WHAT TO WORK ON
Examine the material below. Gather every line in which the string "junction" appears.

DATA EXTRACT
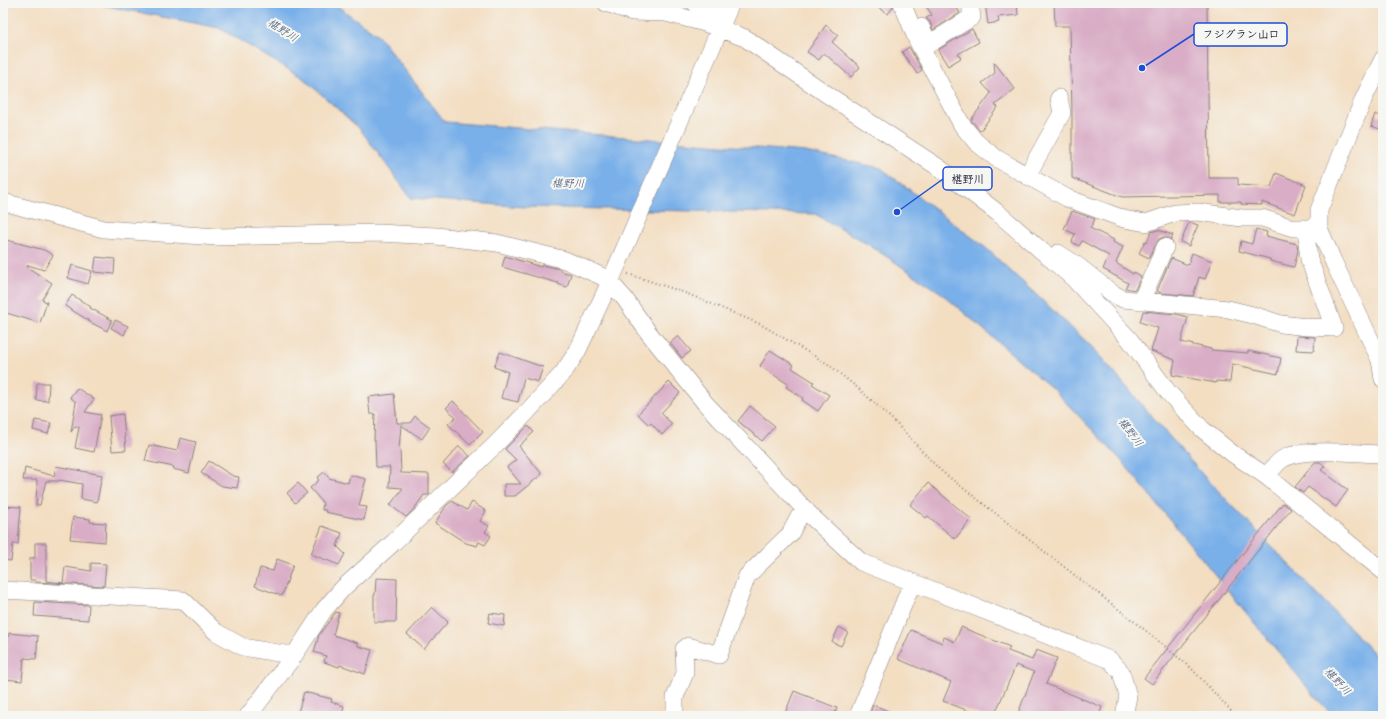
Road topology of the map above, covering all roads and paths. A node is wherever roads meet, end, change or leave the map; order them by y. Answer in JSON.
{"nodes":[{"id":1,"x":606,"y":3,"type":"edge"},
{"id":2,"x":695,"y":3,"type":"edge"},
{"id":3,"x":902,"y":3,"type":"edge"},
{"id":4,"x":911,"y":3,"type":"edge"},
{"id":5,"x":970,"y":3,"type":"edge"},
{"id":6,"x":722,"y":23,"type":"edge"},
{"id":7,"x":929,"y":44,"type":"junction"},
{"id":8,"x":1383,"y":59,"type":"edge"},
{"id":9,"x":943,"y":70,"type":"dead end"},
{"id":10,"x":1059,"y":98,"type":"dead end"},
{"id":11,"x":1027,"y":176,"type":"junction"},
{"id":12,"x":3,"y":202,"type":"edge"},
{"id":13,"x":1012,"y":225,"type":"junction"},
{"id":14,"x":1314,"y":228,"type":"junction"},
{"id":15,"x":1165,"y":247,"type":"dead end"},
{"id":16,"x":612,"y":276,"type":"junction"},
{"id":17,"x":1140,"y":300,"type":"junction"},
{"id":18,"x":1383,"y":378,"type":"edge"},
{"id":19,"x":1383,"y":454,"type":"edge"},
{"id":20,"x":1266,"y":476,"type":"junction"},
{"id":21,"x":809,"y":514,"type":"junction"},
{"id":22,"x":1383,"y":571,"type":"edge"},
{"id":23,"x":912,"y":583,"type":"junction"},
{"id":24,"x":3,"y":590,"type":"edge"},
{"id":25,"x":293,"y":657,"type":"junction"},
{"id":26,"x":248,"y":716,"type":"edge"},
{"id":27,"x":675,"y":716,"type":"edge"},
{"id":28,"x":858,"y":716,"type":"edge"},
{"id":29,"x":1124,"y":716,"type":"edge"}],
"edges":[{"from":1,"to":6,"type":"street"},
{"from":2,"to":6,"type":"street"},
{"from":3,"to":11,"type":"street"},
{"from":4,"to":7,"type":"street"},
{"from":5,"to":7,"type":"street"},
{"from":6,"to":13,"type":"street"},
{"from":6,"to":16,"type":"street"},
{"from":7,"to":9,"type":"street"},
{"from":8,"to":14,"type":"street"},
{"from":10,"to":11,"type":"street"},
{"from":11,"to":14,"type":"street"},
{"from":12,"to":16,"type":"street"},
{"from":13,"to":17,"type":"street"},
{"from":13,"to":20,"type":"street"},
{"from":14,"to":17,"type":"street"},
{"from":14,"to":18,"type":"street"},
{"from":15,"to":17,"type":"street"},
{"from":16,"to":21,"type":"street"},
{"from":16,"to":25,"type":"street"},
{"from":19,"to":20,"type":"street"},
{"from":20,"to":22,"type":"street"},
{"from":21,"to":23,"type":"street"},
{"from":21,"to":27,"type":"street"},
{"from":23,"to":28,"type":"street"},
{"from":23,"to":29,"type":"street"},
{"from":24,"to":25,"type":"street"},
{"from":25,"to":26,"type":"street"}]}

ANSWER FOR THIS EXERCISE
{"id":7,"x":929,"y":44,"type":"junction"},
{"id":11,"x":1027,"y":176,"type":"junction"},
{"id":13,"x":1012,"y":225,"type":"junction"},
{"id":14,"x":1314,"y":228,"type":"junction"},
{"id":16,"x":612,"y":276,"type":"junction"},
{"id":17,"x":1140,"y":300,"type":"junction"},
{"id":20,"x":1266,"y":476,"type":"junction"},
{"id":21,"x":809,"y":514,"type":"junction"},
{"id":23,"x":912,"y":583,"type":"junction"},
{"id":25,"x":293,"y":657,"type":"junction"},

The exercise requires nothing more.